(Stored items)
====
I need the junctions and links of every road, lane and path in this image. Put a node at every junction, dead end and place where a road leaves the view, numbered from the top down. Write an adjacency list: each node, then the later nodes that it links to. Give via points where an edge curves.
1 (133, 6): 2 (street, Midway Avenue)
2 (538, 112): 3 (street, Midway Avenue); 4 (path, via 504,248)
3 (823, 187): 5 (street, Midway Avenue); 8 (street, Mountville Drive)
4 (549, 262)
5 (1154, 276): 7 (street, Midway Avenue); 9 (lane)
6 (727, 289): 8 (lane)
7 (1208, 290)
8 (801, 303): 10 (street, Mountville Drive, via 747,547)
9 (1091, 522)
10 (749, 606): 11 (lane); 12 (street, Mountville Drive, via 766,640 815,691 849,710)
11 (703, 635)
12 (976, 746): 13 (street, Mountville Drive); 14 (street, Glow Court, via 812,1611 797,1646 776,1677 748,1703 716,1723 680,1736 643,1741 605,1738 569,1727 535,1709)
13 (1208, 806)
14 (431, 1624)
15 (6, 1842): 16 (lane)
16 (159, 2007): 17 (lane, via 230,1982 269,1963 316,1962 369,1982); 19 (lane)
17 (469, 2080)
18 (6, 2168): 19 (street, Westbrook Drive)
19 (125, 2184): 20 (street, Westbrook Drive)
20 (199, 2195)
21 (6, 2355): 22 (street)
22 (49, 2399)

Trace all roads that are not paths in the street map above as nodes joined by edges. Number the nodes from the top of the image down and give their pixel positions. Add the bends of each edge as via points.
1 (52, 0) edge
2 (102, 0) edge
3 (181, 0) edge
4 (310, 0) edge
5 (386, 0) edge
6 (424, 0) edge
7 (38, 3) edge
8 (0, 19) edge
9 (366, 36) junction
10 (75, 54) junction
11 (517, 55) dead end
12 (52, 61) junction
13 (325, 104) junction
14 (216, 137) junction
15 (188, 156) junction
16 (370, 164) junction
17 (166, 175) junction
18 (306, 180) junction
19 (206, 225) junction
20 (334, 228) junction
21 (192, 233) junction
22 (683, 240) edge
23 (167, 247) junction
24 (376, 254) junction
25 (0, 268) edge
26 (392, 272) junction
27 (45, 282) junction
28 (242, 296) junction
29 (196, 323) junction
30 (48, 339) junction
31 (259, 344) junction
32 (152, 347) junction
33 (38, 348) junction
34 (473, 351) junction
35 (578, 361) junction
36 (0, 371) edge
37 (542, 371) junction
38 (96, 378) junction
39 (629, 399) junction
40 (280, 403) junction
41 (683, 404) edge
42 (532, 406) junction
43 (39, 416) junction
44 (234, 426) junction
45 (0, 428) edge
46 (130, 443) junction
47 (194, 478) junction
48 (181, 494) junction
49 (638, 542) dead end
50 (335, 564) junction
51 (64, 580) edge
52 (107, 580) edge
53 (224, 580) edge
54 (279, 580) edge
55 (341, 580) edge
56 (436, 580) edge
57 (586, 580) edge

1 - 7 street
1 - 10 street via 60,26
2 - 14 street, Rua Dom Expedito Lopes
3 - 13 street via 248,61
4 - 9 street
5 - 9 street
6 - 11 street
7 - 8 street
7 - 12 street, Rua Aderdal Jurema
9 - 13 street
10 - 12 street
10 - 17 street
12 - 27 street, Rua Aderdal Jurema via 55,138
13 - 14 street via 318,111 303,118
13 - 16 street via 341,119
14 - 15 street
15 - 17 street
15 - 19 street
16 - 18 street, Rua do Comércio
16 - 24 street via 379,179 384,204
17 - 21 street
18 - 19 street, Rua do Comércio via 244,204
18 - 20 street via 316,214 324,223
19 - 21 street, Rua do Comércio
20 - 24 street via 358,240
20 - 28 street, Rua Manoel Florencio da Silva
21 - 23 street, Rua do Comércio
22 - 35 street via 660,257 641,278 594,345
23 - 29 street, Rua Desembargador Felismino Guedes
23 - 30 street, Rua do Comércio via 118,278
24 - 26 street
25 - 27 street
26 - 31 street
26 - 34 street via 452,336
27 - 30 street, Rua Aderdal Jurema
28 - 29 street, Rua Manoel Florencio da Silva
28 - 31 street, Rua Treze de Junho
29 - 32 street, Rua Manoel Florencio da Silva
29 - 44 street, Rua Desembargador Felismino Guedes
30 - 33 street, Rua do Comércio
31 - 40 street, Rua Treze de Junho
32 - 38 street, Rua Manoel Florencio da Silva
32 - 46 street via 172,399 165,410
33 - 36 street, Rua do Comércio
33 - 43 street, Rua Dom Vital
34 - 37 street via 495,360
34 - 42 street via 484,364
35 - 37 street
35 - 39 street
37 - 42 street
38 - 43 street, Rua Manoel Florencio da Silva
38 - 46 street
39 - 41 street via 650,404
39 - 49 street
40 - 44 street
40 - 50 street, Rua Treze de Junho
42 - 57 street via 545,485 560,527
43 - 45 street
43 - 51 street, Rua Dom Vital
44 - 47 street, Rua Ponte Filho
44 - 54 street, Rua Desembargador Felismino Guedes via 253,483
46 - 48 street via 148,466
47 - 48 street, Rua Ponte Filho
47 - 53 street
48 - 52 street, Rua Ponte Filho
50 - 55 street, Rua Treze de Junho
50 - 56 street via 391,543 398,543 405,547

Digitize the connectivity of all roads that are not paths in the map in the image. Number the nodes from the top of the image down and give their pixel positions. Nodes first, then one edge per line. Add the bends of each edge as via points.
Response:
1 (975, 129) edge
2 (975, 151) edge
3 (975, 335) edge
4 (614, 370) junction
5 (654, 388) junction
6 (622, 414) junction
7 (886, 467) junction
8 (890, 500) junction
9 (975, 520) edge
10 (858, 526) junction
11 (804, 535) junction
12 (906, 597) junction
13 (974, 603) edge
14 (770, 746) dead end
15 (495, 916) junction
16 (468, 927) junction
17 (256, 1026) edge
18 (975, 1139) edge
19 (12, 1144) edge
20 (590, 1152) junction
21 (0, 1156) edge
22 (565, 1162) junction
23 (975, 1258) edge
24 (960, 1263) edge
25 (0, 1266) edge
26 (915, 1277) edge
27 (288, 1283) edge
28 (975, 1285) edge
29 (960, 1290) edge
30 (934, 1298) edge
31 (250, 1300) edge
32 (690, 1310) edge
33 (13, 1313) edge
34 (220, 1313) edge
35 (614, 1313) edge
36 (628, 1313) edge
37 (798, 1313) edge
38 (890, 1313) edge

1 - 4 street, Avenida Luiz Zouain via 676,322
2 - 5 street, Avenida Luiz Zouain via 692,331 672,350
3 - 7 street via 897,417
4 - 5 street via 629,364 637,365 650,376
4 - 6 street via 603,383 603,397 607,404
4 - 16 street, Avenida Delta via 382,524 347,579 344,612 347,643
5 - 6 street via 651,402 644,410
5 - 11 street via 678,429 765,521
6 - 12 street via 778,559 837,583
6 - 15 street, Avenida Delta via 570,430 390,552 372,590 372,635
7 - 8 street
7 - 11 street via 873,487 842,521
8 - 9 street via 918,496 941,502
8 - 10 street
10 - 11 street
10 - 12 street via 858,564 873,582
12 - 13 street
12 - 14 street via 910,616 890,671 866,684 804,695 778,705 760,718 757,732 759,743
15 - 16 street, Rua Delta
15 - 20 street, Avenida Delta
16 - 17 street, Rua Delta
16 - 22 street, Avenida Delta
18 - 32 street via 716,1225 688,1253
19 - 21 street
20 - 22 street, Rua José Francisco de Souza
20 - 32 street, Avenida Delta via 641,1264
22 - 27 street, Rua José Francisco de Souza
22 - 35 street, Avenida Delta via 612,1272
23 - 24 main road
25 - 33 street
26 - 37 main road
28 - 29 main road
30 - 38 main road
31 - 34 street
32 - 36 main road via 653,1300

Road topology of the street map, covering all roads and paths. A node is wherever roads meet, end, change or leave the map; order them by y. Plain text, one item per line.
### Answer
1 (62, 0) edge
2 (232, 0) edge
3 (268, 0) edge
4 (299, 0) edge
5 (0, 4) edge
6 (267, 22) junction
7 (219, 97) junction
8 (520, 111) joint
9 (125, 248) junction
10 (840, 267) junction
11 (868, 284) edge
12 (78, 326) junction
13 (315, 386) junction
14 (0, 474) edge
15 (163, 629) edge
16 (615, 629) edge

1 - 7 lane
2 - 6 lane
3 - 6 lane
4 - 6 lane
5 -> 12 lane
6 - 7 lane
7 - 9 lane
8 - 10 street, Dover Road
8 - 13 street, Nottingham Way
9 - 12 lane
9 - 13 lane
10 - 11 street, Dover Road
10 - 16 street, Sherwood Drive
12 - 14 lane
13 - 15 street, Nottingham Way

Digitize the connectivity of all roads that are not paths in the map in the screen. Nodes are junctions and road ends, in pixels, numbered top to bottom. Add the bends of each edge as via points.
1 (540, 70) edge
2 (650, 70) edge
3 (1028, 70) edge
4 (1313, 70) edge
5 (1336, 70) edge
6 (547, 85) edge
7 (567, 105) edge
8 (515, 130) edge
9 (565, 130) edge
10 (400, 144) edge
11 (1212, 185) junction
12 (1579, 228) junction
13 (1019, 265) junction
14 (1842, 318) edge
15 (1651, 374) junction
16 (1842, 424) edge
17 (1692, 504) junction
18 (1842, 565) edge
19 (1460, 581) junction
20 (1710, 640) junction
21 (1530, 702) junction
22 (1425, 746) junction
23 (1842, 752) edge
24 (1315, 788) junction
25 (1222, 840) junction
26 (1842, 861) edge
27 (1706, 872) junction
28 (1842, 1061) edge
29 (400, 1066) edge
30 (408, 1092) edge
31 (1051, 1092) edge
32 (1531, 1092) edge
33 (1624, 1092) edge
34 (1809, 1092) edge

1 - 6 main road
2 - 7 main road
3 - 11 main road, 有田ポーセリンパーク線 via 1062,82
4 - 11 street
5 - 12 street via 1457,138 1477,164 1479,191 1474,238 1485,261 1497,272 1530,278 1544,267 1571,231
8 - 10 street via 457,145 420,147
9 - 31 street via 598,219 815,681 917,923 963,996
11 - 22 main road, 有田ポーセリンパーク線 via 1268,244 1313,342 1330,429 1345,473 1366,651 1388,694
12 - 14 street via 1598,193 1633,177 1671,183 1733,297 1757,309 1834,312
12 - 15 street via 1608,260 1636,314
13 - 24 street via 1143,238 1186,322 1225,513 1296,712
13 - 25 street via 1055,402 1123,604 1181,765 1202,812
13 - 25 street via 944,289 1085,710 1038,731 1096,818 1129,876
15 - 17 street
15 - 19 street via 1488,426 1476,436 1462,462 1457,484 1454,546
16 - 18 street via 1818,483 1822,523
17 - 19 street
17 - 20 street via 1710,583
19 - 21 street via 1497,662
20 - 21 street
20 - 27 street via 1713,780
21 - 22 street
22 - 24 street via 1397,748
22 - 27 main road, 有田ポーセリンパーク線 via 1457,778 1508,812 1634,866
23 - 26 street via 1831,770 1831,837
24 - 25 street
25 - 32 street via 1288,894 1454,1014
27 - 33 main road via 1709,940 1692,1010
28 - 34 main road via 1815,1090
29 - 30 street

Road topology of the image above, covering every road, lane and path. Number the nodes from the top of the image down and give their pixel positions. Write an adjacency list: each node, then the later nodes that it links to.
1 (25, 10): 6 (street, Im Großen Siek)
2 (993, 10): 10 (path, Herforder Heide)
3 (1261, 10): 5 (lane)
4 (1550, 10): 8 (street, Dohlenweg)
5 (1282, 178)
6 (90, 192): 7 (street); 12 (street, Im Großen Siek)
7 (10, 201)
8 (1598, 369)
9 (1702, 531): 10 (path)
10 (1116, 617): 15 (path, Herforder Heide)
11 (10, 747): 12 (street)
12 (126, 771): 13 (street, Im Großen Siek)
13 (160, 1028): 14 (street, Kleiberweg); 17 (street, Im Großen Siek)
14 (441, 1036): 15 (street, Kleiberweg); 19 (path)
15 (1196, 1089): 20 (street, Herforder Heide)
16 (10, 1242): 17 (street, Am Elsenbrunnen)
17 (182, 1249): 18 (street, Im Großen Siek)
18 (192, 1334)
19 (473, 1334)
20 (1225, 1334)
====
Determine how many lines of the entries hold "Souza", and reply with that number only.

* _Task result_:
2